Когда студенты Виргинского университета однажды спросили Фолкнера, считает ли он, что человек победит, несмотря на угрозу самоуничтожения, писатель не только ответил утвердительно, но по существу высказался против модернистской концепции неверия в человека и его будущее. Тогда оппоненты задали ему иронический вопрос: «Сэр, полагаете ли вы, что человек с каждым днем становится все лучше и лучше во всех отношениях?» С присущим ему спокойствием Фолкнер отвечал: «Мне кажется, человек пытается быть лучше по сравнению с собственным представлением о себе. Думаю, именно в этом бессмертие человека, в его стремлении быть лучше, смелее, честнее. Иногда у него это не получается, а иногда, к собственному удивлению, он действительно становится лучше» (297). Возвращаясь к одной из своих капитальных идей, Фолкнер повторяет и развивает мысль о человеке, этом высшем мериле жизни и правды, в публицистических выступлениях и в новеллистике.

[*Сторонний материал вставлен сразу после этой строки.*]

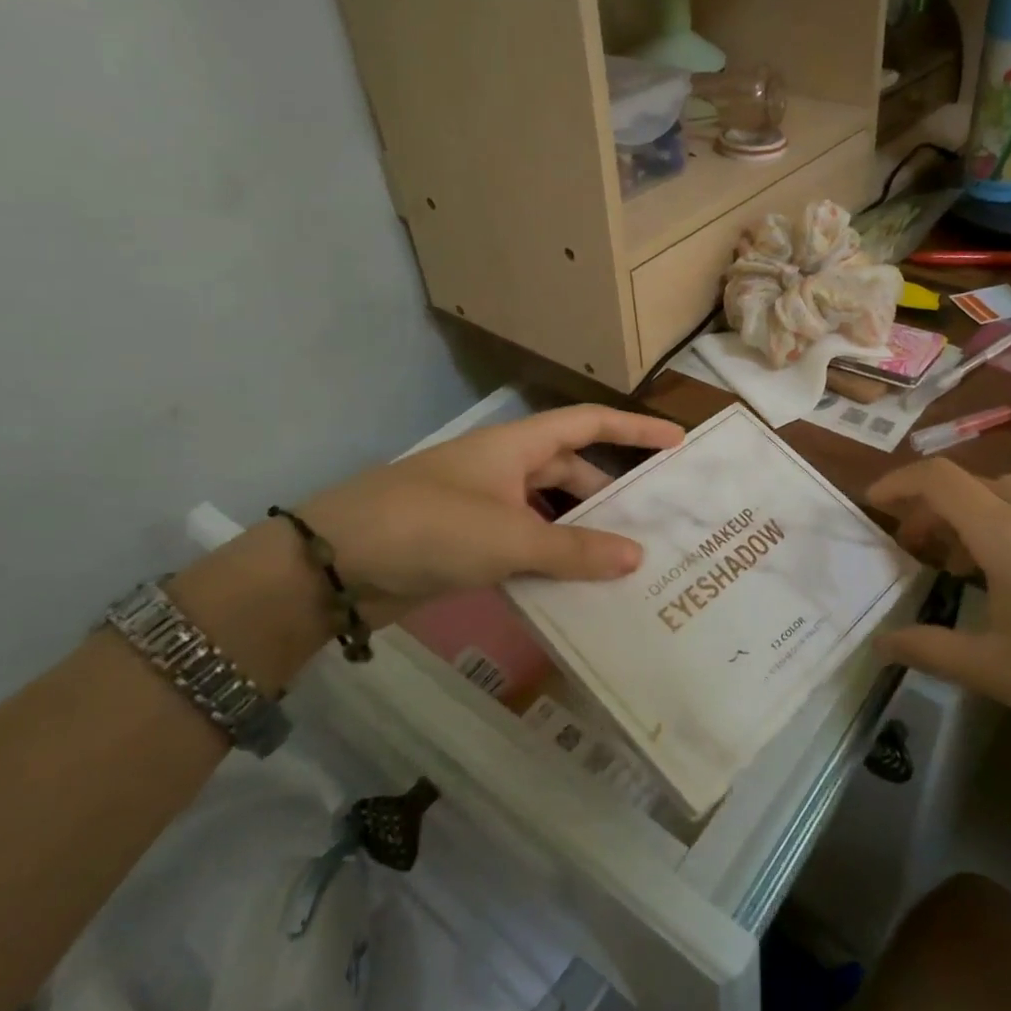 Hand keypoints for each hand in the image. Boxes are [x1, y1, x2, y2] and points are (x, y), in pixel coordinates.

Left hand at [303, 405, 685, 606]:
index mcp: (517, 446)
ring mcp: (485, 507)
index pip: (588, 424)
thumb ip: (574, 550)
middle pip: (572, 472)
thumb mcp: (509, 538)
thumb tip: (636, 558)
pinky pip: (525, 545)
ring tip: (625, 561)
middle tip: (655, 521)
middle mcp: (505, 470)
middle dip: (611, 494)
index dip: (634, 429)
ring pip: (549, 513)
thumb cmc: (430, 527)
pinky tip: (576, 587)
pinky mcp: (468, 543)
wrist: (335, 565)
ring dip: (581, 534)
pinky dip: (551, 560)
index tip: (676, 442)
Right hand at [866, 460, 1010, 780]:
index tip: (874, 503)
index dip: (898, 482)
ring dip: (975, 516)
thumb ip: (928, 649)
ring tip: (965, 565)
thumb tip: (880, 644)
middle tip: (914, 547)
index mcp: (1009, 534)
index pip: (939, 479)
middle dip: (932, 507)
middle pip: (972, 484)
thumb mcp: (995, 671) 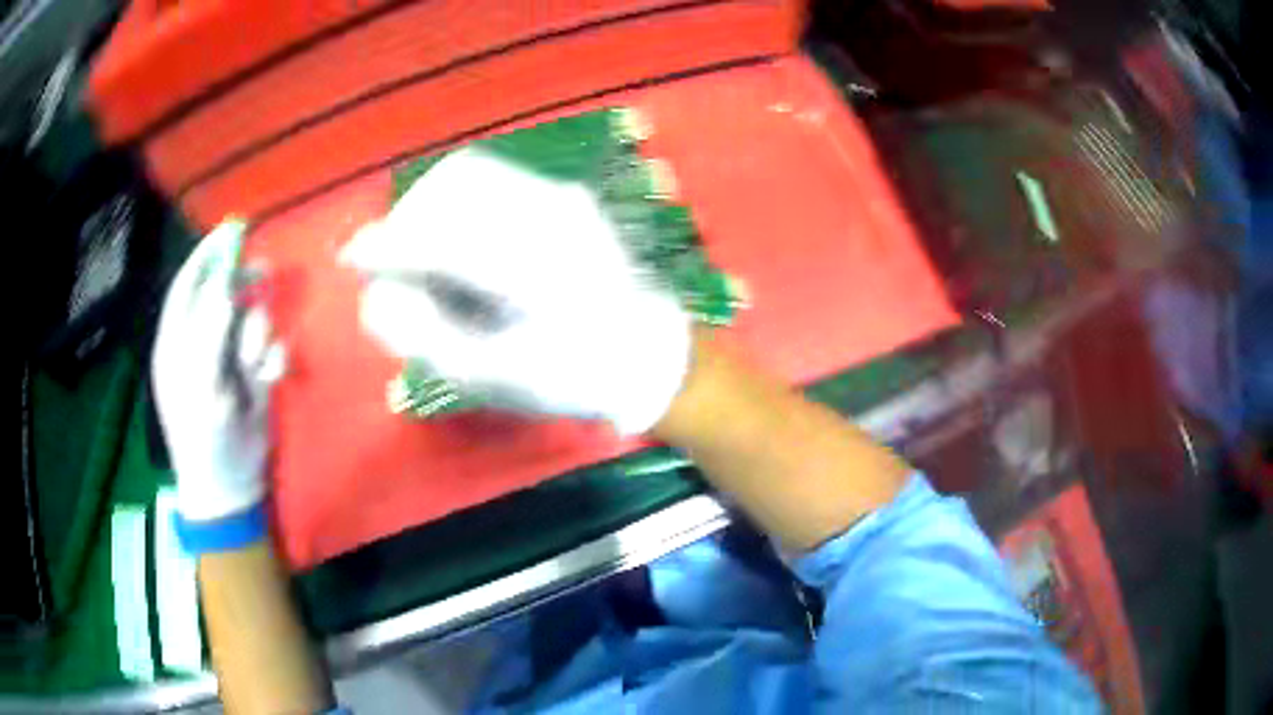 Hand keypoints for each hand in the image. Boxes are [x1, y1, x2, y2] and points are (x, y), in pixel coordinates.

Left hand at [152, 220, 283, 524]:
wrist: (231, 487)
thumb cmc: (205, 438)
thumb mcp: (202, 384)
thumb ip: (209, 329)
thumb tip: (224, 281)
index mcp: (176, 341)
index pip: (187, 285)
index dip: (206, 255)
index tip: (231, 229)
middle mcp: (200, 342)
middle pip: (223, 296)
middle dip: (243, 292)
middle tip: (266, 275)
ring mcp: (226, 359)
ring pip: (250, 320)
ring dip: (258, 336)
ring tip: (256, 369)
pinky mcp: (250, 375)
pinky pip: (268, 348)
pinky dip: (272, 358)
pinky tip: (270, 380)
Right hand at [344, 148, 690, 433]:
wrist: (645, 352)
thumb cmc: (569, 375)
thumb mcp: (492, 376)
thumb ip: (425, 334)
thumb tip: (375, 294)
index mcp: (533, 273)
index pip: (438, 239)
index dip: (386, 246)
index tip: (351, 258)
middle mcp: (549, 218)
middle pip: (452, 187)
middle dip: (410, 219)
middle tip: (398, 262)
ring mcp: (562, 197)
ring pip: (471, 173)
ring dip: (432, 203)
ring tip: (426, 248)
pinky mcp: (565, 193)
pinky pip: (495, 177)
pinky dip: (460, 198)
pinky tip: (460, 234) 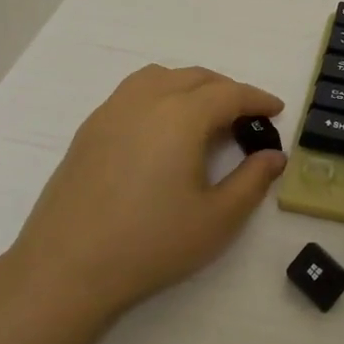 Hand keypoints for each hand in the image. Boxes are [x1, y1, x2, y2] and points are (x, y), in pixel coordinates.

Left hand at [6, 65, 285, 316]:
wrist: (67, 267)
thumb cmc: (151, 243)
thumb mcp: (217, 219)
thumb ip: (252, 181)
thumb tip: (273, 156)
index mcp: (181, 115)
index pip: (228, 93)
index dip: (256, 98)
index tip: (276, 109)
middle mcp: (145, 100)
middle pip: (194, 77)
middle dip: (226, 90)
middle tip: (246, 116)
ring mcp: (111, 111)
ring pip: (159, 77)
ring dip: (190, 86)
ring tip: (204, 115)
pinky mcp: (89, 129)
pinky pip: (132, 93)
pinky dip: (159, 95)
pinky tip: (161, 130) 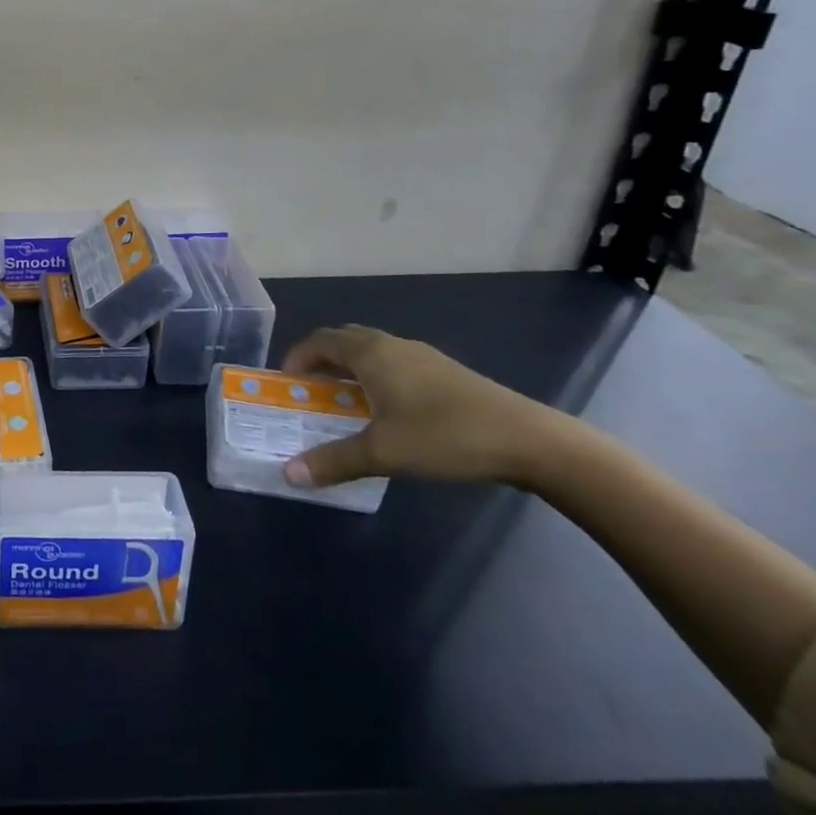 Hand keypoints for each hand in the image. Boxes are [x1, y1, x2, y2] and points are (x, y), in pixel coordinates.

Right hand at [279, 325, 555, 489]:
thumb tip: (288, 474)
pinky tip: (389, 412)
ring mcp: (422, 356)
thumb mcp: (384, 453)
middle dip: (321, 360)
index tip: (287, 383)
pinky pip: (394, 363)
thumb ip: (334, 461)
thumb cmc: (445, 436)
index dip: (298, 356)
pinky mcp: (444, 372)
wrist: (528, 440)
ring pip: (372, 351)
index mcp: (370, 353)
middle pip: (344, 340)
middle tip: (311, 392)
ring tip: (345, 403)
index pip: (320, 340)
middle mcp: (392, 345)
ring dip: (350, 369)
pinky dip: (376, 377) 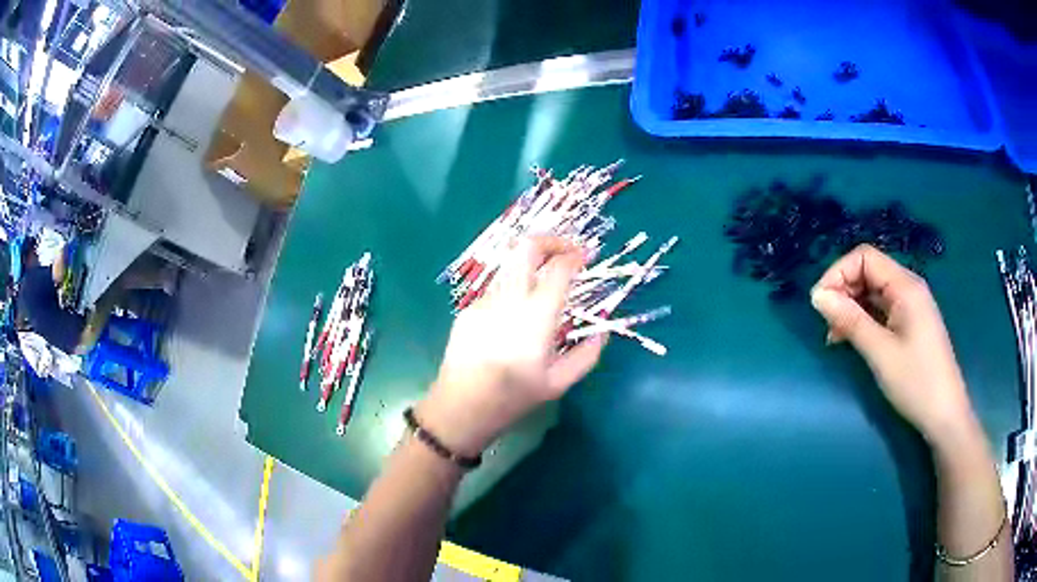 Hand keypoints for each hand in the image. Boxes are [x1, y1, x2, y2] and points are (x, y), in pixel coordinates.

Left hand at [416, 236, 606, 455]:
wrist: (461, 407)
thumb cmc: (513, 398)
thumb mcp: (559, 383)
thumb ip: (587, 355)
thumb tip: (602, 332)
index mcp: (536, 316)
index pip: (558, 268)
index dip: (575, 255)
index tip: (586, 256)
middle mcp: (509, 299)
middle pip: (526, 247)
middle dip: (551, 241)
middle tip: (567, 251)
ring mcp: (484, 301)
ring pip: (510, 265)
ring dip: (531, 263)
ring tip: (545, 280)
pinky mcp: (469, 309)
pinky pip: (496, 288)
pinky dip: (514, 288)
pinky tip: (517, 314)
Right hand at [810, 244, 975, 445]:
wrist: (945, 414)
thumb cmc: (916, 382)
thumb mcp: (880, 352)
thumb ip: (850, 320)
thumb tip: (817, 296)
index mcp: (905, 285)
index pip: (864, 257)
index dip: (838, 272)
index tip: (819, 304)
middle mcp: (908, 287)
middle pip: (868, 271)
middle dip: (843, 290)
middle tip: (826, 324)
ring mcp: (910, 306)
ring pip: (873, 292)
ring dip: (851, 307)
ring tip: (835, 337)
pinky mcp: (910, 323)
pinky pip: (881, 309)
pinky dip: (863, 319)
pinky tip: (852, 339) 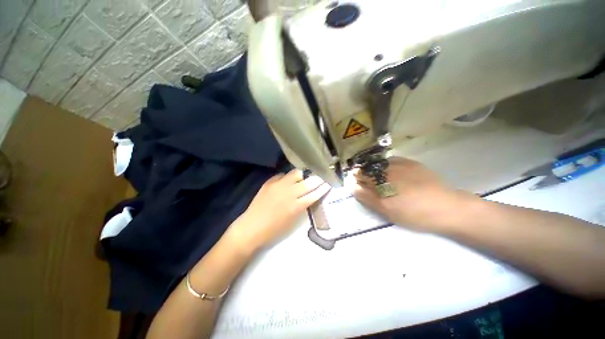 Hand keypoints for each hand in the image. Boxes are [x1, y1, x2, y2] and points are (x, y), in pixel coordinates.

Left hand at [227, 170, 330, 250]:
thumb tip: (308, 194)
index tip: (329, 182)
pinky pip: (282, 175)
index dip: (323, 187)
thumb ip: (302, 205)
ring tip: (304, 177)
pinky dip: (287, 178)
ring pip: (296, 173)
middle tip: (321, 176)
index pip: (314, 193)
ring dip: (303, 175)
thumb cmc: (274, 230)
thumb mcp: (293, 220)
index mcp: (296, 206)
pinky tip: (288, 181)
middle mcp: (289, 193)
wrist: (251, 227)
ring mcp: (278, 186)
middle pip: (308, 182)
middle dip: (317, 178)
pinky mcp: (269, 182)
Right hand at [353, 157, 476, 232]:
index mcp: (379, 179)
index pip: (358, 174)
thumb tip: (353, 186)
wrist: (446, 207)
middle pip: (366, 167)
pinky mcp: (410, 162)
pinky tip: (392, 173)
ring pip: (377, 163)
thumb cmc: (413, 213)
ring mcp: (399, 163)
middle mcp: (386, 168)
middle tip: (371, 186)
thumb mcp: (386, 210)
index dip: (355, 180)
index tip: (358, 187)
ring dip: (374, 170)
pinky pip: (391, 160)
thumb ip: (366, 197)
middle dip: (364, 175)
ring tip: (381, 180)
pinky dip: (387, 166) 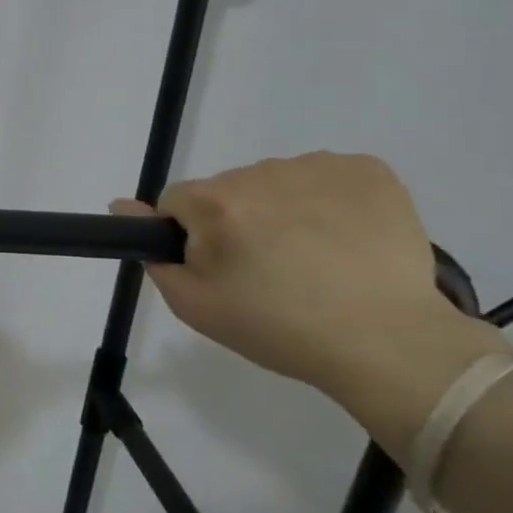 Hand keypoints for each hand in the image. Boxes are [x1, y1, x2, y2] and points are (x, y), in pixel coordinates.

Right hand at [113, 152, 471, 394]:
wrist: (391, 345)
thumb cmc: (280, 329)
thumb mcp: (195, 305)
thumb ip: (152, 253)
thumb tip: (122, 205)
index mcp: (214, 203)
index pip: (176, 201)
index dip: (192, 237)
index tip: (221, 270)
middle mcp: (260, 172)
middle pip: (227, 190)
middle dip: (237, 222)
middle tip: (268, 273)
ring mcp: (318, 167)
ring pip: (275, 182)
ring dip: (282, 209)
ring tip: (314, 259)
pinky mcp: (369, 170)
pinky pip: (326, 175)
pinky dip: (329, 200)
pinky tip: (345, 238) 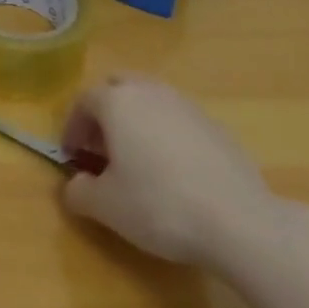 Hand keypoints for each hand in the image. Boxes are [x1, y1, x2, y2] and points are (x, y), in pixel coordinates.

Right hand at [59, 73, 280, 266]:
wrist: (237, 220)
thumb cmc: (159, 205)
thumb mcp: (106, 206)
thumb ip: (79, 191)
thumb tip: (74, 185)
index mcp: (117, 101)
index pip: (83, 100)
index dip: (72, 126)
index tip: (71, 155)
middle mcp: (149, 90)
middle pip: (117, 87)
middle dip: (103, 113)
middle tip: (101, 148)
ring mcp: (186, 104)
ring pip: (149, 99)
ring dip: (135, 120)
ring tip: (136, 159)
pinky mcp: (214, 125)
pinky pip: (177, 119)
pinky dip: (165, 134)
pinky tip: (173, 171) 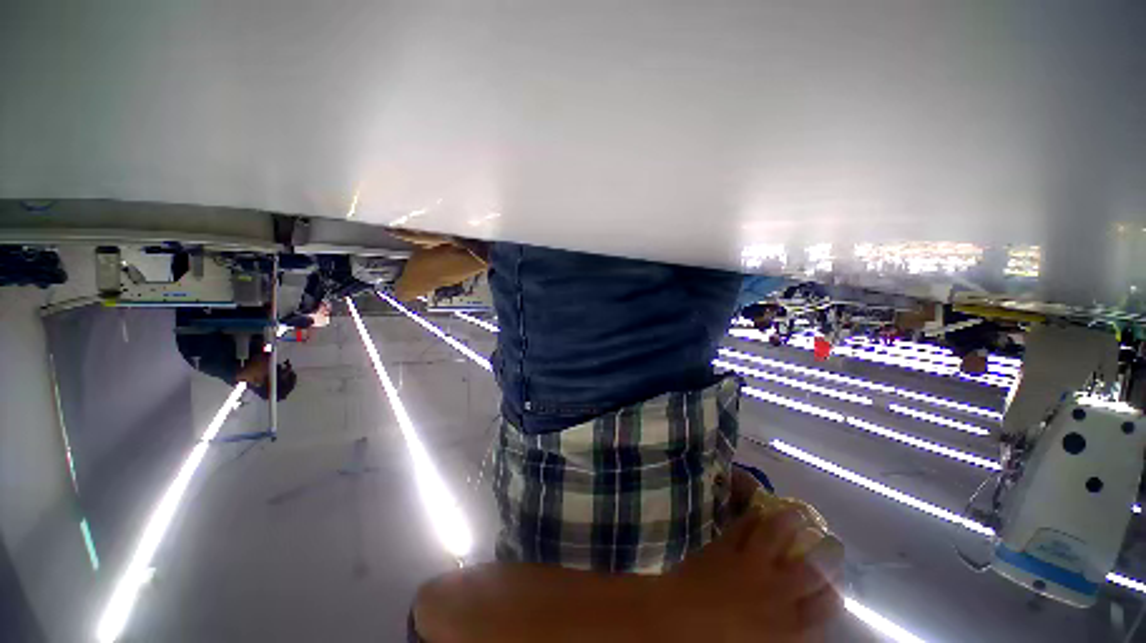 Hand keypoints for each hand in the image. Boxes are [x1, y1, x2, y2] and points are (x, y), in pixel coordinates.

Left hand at [659, 510, 844, 641]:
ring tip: (798, 513)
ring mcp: (749, 563)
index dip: (835, 591)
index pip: (825, 606)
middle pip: (810, 569)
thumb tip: (802, 626)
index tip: (837, 582)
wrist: (679, 621)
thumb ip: (786, 635)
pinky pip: (742, 526)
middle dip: (826, 553)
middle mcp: (776, 591)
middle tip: (831, 541)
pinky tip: (758, 510)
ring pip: (776, 536)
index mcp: (788, 625)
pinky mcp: (724, 546)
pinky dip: (752, 517)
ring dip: (789, 522) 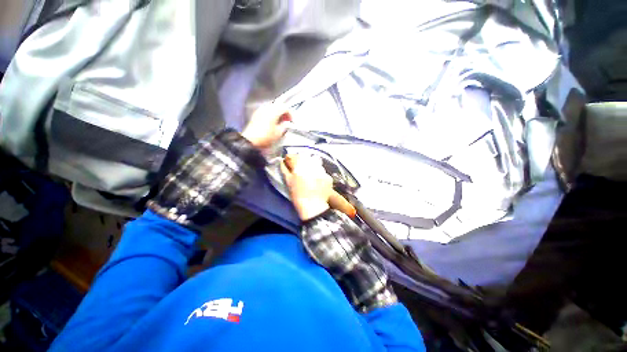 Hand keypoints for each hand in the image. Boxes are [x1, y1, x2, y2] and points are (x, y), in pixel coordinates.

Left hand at [241, 104, 292, 148]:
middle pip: (278, 105)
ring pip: (272, 107)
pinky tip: (271, 121)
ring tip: (279, 121)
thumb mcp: (278, 133)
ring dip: (277, 112)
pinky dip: (271, 114)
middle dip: (283, 112)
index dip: (290, 114)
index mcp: (273, 112)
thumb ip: (284, 126)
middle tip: (286, 120)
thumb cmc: (266, 137)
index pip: (285, 108)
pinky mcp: (256, 114)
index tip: (291, 121)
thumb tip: (287, 123)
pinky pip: (266, 110)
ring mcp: (260, 110)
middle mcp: (267, 108)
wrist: (250, 140)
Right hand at [280, 154, 332, 220]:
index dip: (290, 158)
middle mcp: (312, 165)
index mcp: (300, 165)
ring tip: (308, 173)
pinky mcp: (328, 176)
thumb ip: (285, 169)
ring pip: (315, 161)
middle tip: (298, 167)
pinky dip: (318, 173)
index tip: (288, 161)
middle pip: (305, 156)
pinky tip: (316, 180)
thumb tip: (282, 162)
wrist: (313, 207)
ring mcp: (322, 170)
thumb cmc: (298, 195)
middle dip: (301, 160)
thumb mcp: (289, 182)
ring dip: (311, 164)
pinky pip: (322, 170)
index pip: (293, 156)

Немалая доля истины содержится в утверждении крупнейших американских критиков и среди них такого знатока творчества Фолкнера, как Малколм Каули, что Фолкнер прежде всего рассказчик. Не разделяя целиком точку зрения Каули, другой американский критик, Ирвинг Хау, признает, что «Фолкнер показал себя мастером повествовательной прозы, находящейся где-то между рассказом и романом»[18].

Сам Фолкнер сказал как-то, что писать роман легче, чем рассказ. «Можно быть более небрежным, в роман можно вставить больше всякого вздора, и вам это простят. В рассказе, который по сути своей близок к стихотворению, каждое слово должно быть предельно точным. В романе можно быть небрежным, в рассказе – нельзя. Я имею в виду настоящие рассказы, такие, как писал Чехов. Вот почему после поэзии я ставлю рассказ – он требует почти такой же точности, не допускает неряшливости и небрежности» (335).